Bisnis.com, JAKARTA – Wakil Ketua Komisi Pemberantasan Korupsi (KPK) Alexander Marwata mendorong agar inspektorat daerah dapat menjadi perpanjangan tangan instansinya. Alasannya, mereka adalah pelaksana program pengawasan di daerah.
“Jadi, jika ada kepala daerah yang bermasalah hukum terkait korupsi maka inspektorat ikut bertanggung jawab, karena artinya inspektorat membiarkan kepala daerahnya terjerat korupsi,” katanya pada Rapat Koordinasi (Rakor) Program Pendampingan dan Pengawasan Daerah Papua dikutip dari keterangan pers, Rabu (24/11/2021).
Alex memahami bahwa kapasitas inspektorat masih terbatas. Dari aspek aturan, inspektorat harus punya urban investigasi. Faktanya, belum semua punya.
Ombudsman, paparnya, dapat melakukan evaluasi dan pengawalan atau pengawasan terhadap administrasi di pemerintahan daerah.
Menurutnya, penyalahgunaan kewenangan dan maladministrasi yang merupakan kewenangan ORI. Maka, lembaga itu dapat melakukan koordinasi dengan pihak inspektorat untuk perbaikan maladministrasi.
“Tidak tertutup kemungkinan dari maladministrasi tersebut menimbulkan kerugian negara. Bisa saja itu kesalahan administrasi, tapi dapat menimbulkan kerugian negara dan juga bisa menjadi perkara korupsi,” jelasnya.
Baca Juga
Alex menuturkan, bahwa perkara korupsi ada kaitannya dengan maladministrasi dari kesalahan prosedur dan sejenisnya.
“Kalau itu disengaja dan ada niat jahat, tentu menjadi pidana,” ucapnya.
Sebelumnya, Wakil Ketua KPK Nurul Ghufron mengatakan, bahwa selama KPK berdiri, setidaknya ada 155 kepala daerah dari 514 kabupaten/kota yang terjerat kasus korupsi.
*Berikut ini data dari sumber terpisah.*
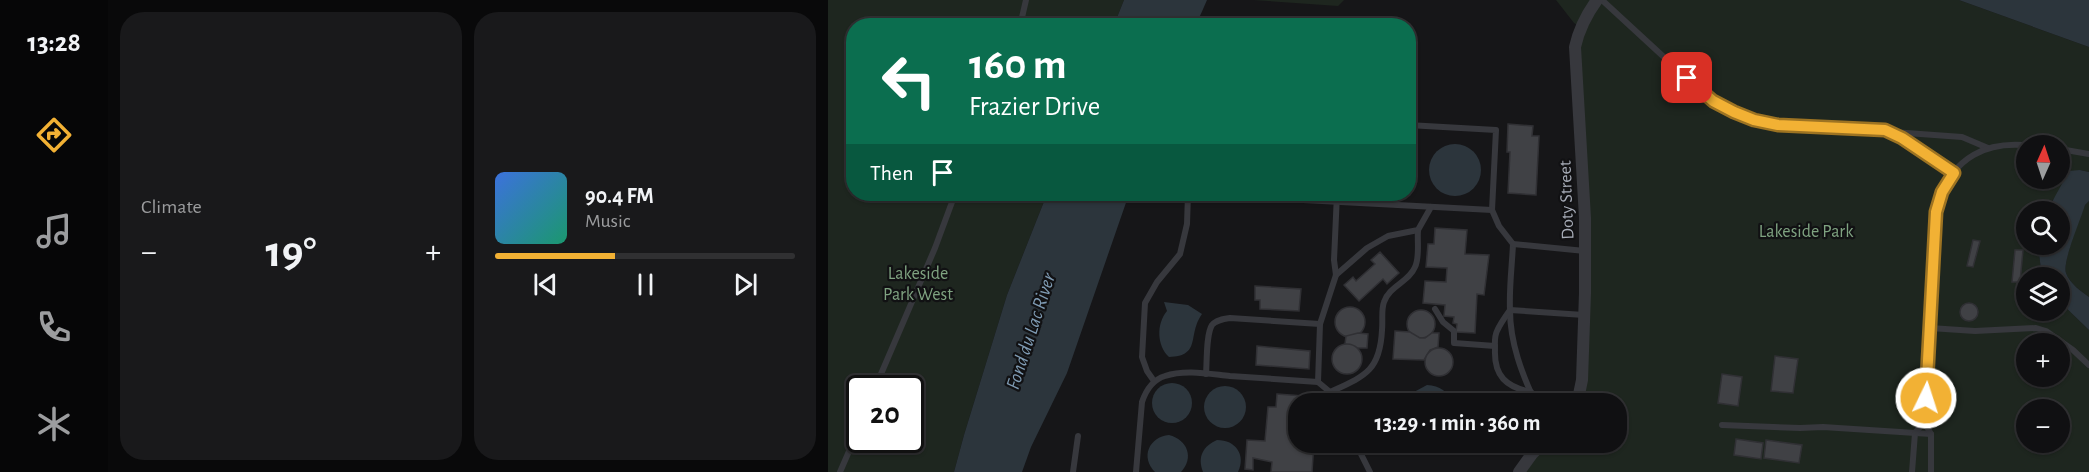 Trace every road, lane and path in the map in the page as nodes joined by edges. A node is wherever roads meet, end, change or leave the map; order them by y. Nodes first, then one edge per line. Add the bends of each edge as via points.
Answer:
1 (1026, 0) edge
2 (1597, 0) edge
3 (1602, 0) edge
4 (1022, 18) edge
5 (1416, 125) edge
6 (1885, 130) junction
7 (2016, 145) edge
8 (1988, 148) junction
9 (2070, 151) edge
10 (2089, 154) edge
11 (1954, 173) junction
12 (952, 201) edge
13 (1187, 201) edge
14 (1303, 201) edge
15 (1336, 203) junction
16 (1431, 207) junction
17 (1492, 210) junction
18 (1418, 230) junction
19 (1513, 244) junction
20 (1585, 251) junction
21 (1336, 275) junction
22 (1435, 309) dead end
23 (1510, 310) junction
24 (1584, 315) junction
25 (1320, 324) junction
26 (1930, 328) junction
27 (1495, 346) junction
28 (2089, 365) edge
29 (1206, 374) junction
30 (881, 375) edge
31 (1154, 381) junction
32 (1318, 382) junction
33 (1330, 392) joint
34 (1531, 392) joint
35 (1579, 393) edge
36 (1924, 422) junction
37 (1722, 425) dead end
38 (1915, 433) junction
39 (1931, 434) junction
40 (1078, 436) dead end
41 (848, 453) edge
42 (1360, 453) edge
43 (1533, 453) edge
44 (840, 472) edge
45 (1073, 472) edge
46 (1136, 472) edge
47 (1370, 472) edge
48 (1519, 472) edge
49 (1912, 472) edge
50 (1931, 472) edge

1 - 4 lane
2 - 20 street, Doty Street via 1584,18 1575,47
3 - 6 lane via 1704,94 1734,112 1778,125
5 - 17 lane via 1496,129
6 - 8 lane via 1962,137
6 - 11 lane
7 - 8 lane
8 - 11 lane via 1969,157
9 - 10 lane
11 - 26 lane via 1936,212
12 - 30 lane
13 - 31 lane via 1180,254 1145,303 1142,357
14 - 15 lane
15 - 16 lane
15 - 21 lane
16 - 17 lane
16 - 18 lane
17 - 19 lane
18 - 21 lane via 1388,236
18 - 33 lane via 1416,267 1383,303 1381,350 1376,361 1367,372
19 - 20 lane
19 - 23 lane
20 - 24 street, Doty Street
21 - 25 lane
22 - 27 lane via 1454,331 1454,344
23 - 24 lane
23 - 27 lane via 1496,333
23 - 34 lane via 1518,363
24 - 35 street, Doty Street
25 - 29 lane via 1218,320 1211,326
25 - 32 lane
26 - 28 lane via 2036,328 2065,344
26 - 36 lane
27 - 34 lane via 1498,374 1520,390
29 - 31 lane via 1178,373
29 - 32 lane
31 - 46 lane via 1142,402
32 - 33 lane
36 - 38 lane
36 - 39 lane
37 - 38 lane
38 - 39 lane
38 - 49 lane
39 - 50 lane
40 - 45 lane
41 - 44 lane
42 - 47 lane
43 - 48 street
Dari 155 kepala daerah, dia menyebut sudah 27 gubernur atau wakil gubernur yang bermasalah. Jumlah tersebut belum digabung dengan penangkapan pejabat dari pemerintah pusat, menteri, hakim, hingga kepala dinas.
Adapun, pejabat yang diringkus KPK seratus orang, tapi yang mau menggantikannya ribuan. Di sisi lain, perguruan tinggi memiliki peran penting sebagai pencetak generasi bangsa yang memiliki andil dalam pemberantasan korupsi.
Menurutnya, 86 persen koruptor adalah alumni perguruan tinggi dan rata-rata menduduki jabatan penting.
“Bahkan paling banyak bergelar master. Baru nomor dua sarjana, karena sekarang untuk naik jabatan mensyaratkan pendidikan, kebanyakan master,” kata Ghufron pada sambutan Kuliah Umum Antikorupsi di Universitas Pembangunan Nasional Veteran Surabaya secara daring dan luring, Selasa (16/11/2021).